1911 census...Aged 17, now John William, a baker's assistant, he was at Peachy Street, Fordham with his parents (father now a farm labourer), brothers Percy (grocer's assistant), Harry (farm labourer), Reginald, Victor , Cecil , Edward  and Robert , and sisters Edith, Biddy  and Elizabeth . All the new siblings were born in Fordham. One of Harriet's 13 children had died.
He married Florence Hilda FORDHAM (b. 19-8-1893)on 21st October 1915 and their daughter Ivy Florence was born in Soham on 9th September 1916. They lived in Carter Street, Fordham.

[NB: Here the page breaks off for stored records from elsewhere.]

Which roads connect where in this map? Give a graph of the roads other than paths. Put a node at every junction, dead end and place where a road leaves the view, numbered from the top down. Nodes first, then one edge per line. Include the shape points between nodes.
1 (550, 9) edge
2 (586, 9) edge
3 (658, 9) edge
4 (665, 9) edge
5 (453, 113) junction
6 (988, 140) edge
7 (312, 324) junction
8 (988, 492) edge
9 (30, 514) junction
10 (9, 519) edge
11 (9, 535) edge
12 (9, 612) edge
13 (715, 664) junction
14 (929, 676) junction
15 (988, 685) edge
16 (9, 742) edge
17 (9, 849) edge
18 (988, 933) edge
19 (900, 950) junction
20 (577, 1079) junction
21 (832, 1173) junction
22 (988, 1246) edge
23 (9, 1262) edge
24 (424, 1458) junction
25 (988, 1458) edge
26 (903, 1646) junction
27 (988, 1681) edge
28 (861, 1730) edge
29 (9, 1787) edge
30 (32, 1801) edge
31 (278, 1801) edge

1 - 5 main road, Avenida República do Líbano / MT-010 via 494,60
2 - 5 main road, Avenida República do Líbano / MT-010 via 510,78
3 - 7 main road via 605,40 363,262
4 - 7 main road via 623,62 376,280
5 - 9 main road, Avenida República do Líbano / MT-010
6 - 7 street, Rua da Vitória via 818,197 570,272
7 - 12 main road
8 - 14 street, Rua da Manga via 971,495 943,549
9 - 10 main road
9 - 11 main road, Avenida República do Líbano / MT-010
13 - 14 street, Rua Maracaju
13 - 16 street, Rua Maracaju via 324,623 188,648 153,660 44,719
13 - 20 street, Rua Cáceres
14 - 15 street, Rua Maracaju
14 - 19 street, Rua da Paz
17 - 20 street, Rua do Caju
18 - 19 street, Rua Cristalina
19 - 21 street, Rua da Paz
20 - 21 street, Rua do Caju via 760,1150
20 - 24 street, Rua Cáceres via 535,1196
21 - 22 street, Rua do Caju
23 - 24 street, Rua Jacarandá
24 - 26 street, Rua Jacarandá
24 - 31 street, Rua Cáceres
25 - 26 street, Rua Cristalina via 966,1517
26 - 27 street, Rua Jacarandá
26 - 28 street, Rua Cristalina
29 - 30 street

On the Army pension forms, signed in 1919, still living were his wife and child and parents (Fordham), brothers Percy, Harry, Reginald, Cecil and Edward,all living in Fordham and sisters Florence (Mrs Bird in Exning), Edith (in Cambridge), Biddy and Lizzie in Fordham.
The pension card has his widow and daughter at Peachey Street, but then moving to Carter Street. Peachey Street, was from the church, southwards and is now Collins Hill
He enlisted in Newmarket on 12th December 1915, giving his age as 22, a baker, 5ft 2.25 inches ( 159.4 cm) tall weighing 122 lbs (55.5 kg),
chest 36.5" to 39" (92.7 to 99.1 cm). He was assigned
to the 97th Training Reserve and then moved as No. TR/10/41221 tot he 99th Training Reserve Battalion|
He was mobilised on 10th April 1916, his age now given as 22 yeas 6 months, occupation, baker. His references from Mr R Johnson said he had employed John for 5 1/2 years and found him to be honest, a total abstainer, hard worker who he was sad to lose.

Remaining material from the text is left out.